- Assigned task
Entries follow. Give back exactly the lines starting at the one containing "ring pip: (339, 296)" and ending at the one containing "index mcp: (923, 659)", and no other lines.

- Human pose keypoint data

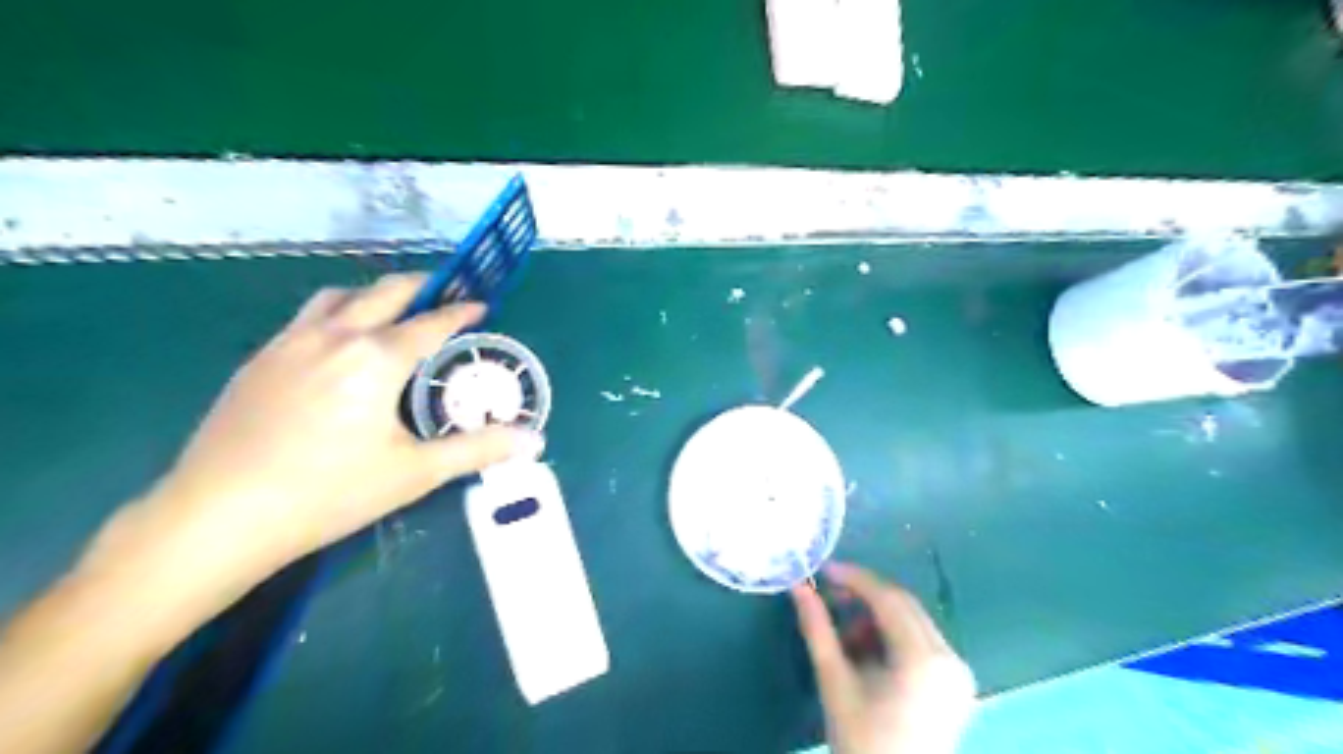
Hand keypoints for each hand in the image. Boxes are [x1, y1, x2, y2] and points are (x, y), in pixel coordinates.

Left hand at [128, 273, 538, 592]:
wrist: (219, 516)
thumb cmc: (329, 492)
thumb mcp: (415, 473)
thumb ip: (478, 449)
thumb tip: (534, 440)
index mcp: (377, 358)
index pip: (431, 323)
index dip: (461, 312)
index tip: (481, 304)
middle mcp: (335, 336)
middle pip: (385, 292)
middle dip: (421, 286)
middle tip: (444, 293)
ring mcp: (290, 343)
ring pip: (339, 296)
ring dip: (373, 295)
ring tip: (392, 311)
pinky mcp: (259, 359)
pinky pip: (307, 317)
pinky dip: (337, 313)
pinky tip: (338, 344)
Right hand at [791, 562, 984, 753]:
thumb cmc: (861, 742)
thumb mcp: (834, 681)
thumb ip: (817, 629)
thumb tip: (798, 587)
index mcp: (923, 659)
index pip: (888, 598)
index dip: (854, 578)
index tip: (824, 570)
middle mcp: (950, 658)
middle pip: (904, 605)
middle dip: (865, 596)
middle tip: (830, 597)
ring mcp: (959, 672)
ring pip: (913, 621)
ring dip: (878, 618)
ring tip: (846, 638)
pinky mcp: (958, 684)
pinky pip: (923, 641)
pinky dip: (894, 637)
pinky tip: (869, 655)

==

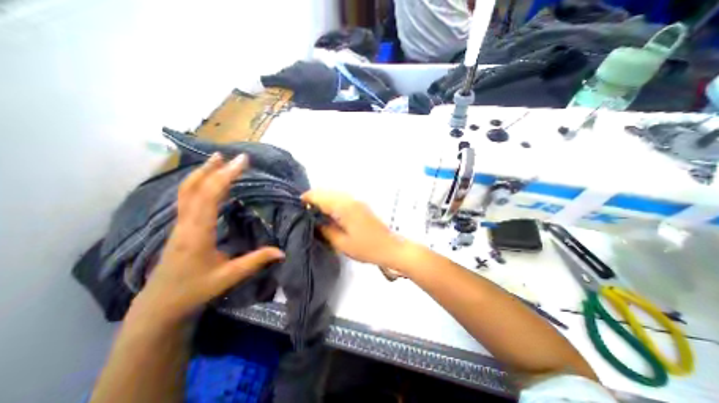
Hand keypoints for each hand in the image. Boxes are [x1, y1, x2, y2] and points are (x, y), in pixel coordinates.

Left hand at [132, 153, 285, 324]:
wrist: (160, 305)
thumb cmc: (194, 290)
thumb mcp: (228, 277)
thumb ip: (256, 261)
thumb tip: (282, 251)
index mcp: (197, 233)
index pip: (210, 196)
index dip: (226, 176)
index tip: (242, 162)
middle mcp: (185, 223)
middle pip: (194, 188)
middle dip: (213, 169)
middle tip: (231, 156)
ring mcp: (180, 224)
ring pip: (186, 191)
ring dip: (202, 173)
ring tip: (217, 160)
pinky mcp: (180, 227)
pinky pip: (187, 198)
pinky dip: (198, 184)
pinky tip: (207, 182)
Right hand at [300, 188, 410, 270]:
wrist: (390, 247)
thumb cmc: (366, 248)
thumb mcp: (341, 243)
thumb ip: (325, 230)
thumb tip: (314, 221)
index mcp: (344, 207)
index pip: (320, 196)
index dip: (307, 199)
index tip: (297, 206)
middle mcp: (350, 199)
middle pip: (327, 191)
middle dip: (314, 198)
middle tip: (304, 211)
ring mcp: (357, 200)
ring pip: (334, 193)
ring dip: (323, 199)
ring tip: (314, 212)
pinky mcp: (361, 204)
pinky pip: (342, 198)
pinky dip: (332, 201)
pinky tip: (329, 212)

- Solution to the problem
ring pip: (339, 296)
ring dip: (373, 295)
ring tip: (392, 311)
pinky mcp: (259, 359)
pinky pip: (307, 317)
pinky dip: (337, 313)
pinky tip: (338, 344)
Right hand at [791, 562, 984, 753]:
thumb cmc: (861, 742)
thumb mcp: (834, 681)
thumb ip: (817, 629)
thumb tip: (798, 587)
index mcp: (923, 659)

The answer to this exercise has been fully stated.